Gilkeson recommends "customizing" one's intensive gardening system.  The best approach is to employ common sense, of course, blending the two methods as necessary for what works best for the gardener and space.  Certainly that goes for gardening of any kind.
My concern for now is soil quality.  We are going to have a few yards of soil delivered to spread in the box and certain, needy areas of the garden proper.  It will be a vegetable garden mix and of course I should be able to see, smell, and feel the quality and texture  But while I would rather not take a soil test, I am worried about nutrients.  I have only just started composting again and have nothing "homemade" to contribute at this time.  Should I buy ladybugs?  Can I purchase earthworms?        
I will probably follow Jeavons' approach and use the soil I (will) have, as is, amending it over time.   As for the good bugs, I think I will hang onto the hope that they will find their way to the patch one way or another.  
If anyone has recommendations or suggestions, please, I'm begging you, speak up! 
As for flowers, we don't have too many right now in the garden. We have a long way to go as for as our ornamental beds are concerned.  That's not a complaint, by the way.  I love the challenge.  I have not yet planted many stalwart and fairly ferocious perennials.  Most of our plants seem to be resting for now, as is the gardener!
We do have some lovely purslane.  We enjoy it in both salads and the garden.

Happy Gardening!

Friday, August 8, 2014

Small Being a Relative Matter

This was my vegetable patch at my old house.  It was pretty pitiful, considering the space I had.  It was too wide, up against the property line, right next to an open field.  Weeds were a nightmare!  But there was no way I would abandon it.  It had been created by a loved one as a surprise for me.  The grass and weeds had been painstakingly removed, the soil turned, and various edging materials placed.  I was happy that it ran North-South and that a pecan tree shaded it from the worst of the afternoon sun.  It was more than my husband or I had managed and it was more than enough space given my time constraints.  I had a lot of ornamental beds and an orchard to consider!  But I while I loved my little patch, I never particularly liked it.  

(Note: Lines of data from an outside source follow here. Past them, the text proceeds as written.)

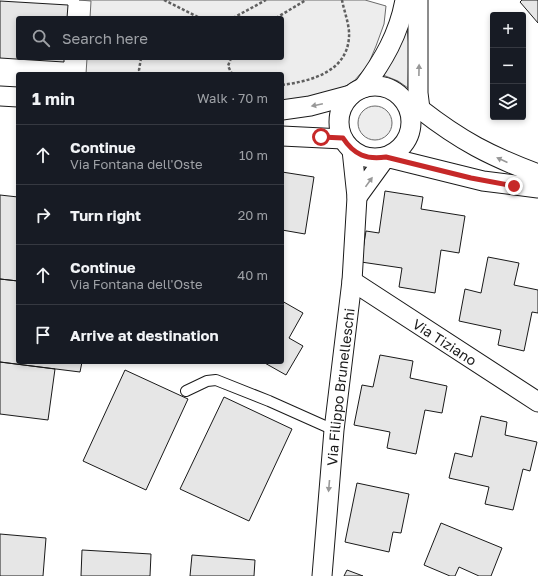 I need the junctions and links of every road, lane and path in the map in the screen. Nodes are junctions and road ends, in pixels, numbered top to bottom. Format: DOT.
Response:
graph roads {
  1 [pos="164,0"];
  2 [pos="266,0"];
  3 [pos="306,0"];
  4 [pos="342,0"];
  5 [pos="405,0"];
  6 [pos="418,0"];
  7 [pos="196,16"];
  8 [pos="236,16"];
  9 [pos="279,16"];
  10 [pos="141,60"];
  11 [pos="230,60"];
  12 [pos="140,72"];
  13 [pos="231,72"];
  14 [pos="284,85"];
  15 [pos="357,92"];
  16 [pos="0,96"];
  17 [pos="16,98"];
  18 [pos="284,110"];
  19 [pos="415,110"];
  20 [pos="284,136"];
  21 [pos="348,144"];
  22 [pos="386,157"];
  23 [pos="538,174"];
  24 [pos="538,188"];
  25 [pos="357,197"];
  26 [pos="352,281"];
  27 [pos="186,392"];
  28 [pos="538,402"];
  29 [pos="334,430"];
  30 [pos="322,576"];
  1 -- 7 [label="path"];
  2 -- 8 [label="path"];
  3 -- 9 [label="path"];
  4 -- 14 [label="path"];
  5 -- 15 [label="street"];
  19 -- 6 [label="street, one-way"];
  10 -- 12 [label="path"];
  11 -- 13 [label="path"];
  15 -- 18 [label="street, one-way"];
  15 -- 19 [label="street"];
  15 -- 21 [label="street"];
  16 -- 17 [label="street"];
  19 -- 22 [label="street"];
  23 -- 19 [label="street, one-way"];
  20 -- 21 [label="street"];
  21 -- 22 [label="street"];
  21 -- 25 [label="street, Via Filippo Brunelleschi"];
  22 -- 24 [label="street"];
  25 -- 22 [label="street, one-way"];
  25 -- 26 [label="street, Via Filippo Brunelleschi"];
  26 -- 28 [label="street, Via Tiziano"];
  26 -- 29 [label="street, Via Filippo Brunelleschi"];
  27 -- 29 [label="lane"];
  29 -- 30 [label="street, Via Filippo Brunelleschi, one-way"];
}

In my new garden, I have very little room for a veggie-specific bed.   The only space that seems somewhat promising is the very narrow strip between our house and the fence.  I've been debating for quite some time as to what I might do with that area.  The windows are those of our kitchen/breakfast area and I wasn't sure if I wanted to look out and see flowers and more flowers or a raised vegetable bed.

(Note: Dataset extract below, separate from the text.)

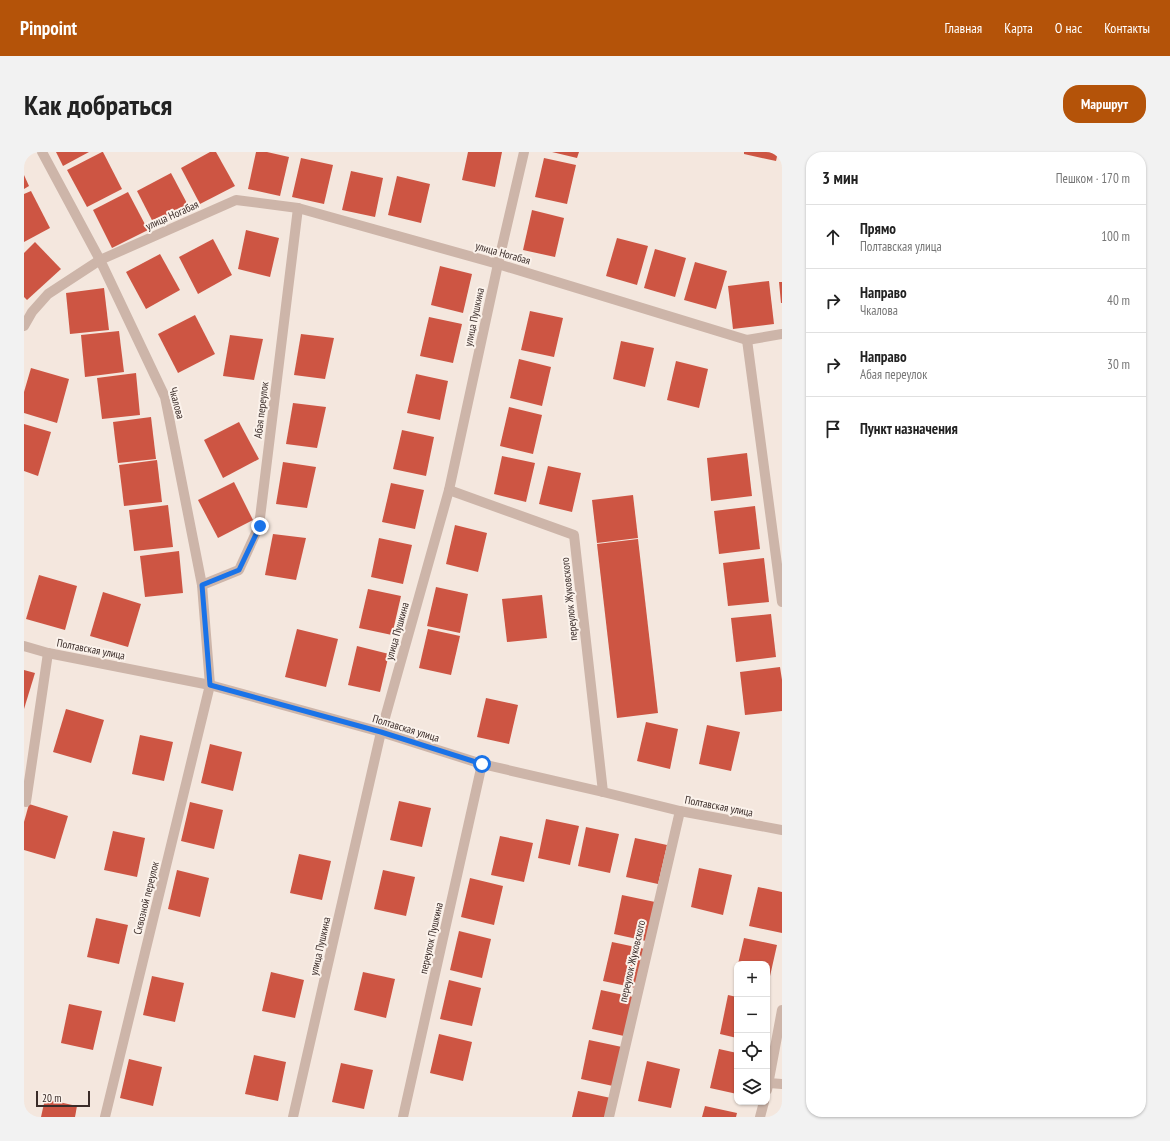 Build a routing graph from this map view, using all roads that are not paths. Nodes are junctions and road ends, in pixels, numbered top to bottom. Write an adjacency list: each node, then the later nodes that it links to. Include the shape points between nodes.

Another issue is privacy.  At first I thought that I just had to have tall ornamentals to at least conceal a part of our backyard from passersby.  But I think a nice, fairly tall cedar box and, hopefully, some healthy vegetables will suffice.  

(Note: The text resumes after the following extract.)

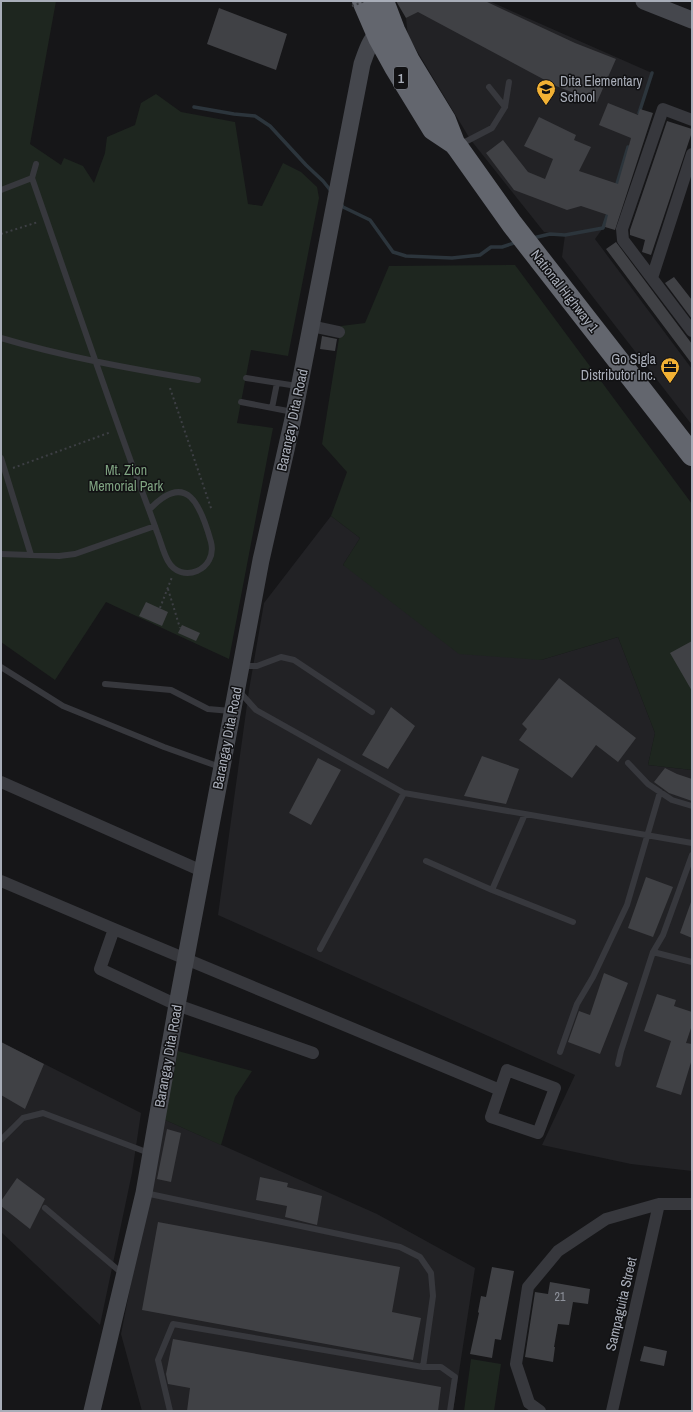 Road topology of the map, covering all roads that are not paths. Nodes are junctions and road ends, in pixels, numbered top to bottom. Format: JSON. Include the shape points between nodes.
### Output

I 'm looking forward to my new little vegetable patch!  I've always wanted a raised vegetable bed filled with rich, wonderful soil.  The configuration will again be north-south and now the plants will be protected from the elements.  It should be eighteen feet long and two feet wide, which I think will be enough for a nice, cool season salad crop.  I was reading about raised beds and one writer referred to a "small, raised garden of 250 square feet".  I started laughing.  Clearly, "small" is in the eyes of the beholder.  What would that writer call my thirty-six square feet?

If you're wondering if I mind, considering the space I used to have, I don't blame you.  As for my future vegetable patch, I can honestly say that I'm feeling very optimistic.  I will be able to gaze outside my kitchen window and watch my edible garden grow, which I've never been able to do in any house we've lived in.   I'm happy that it's going to be a raised bed in a protected area.  Since I'm not very experienced at growing a food crop and life has gotten rather busy, I have hopes that my little vegetable garden will be just right for me!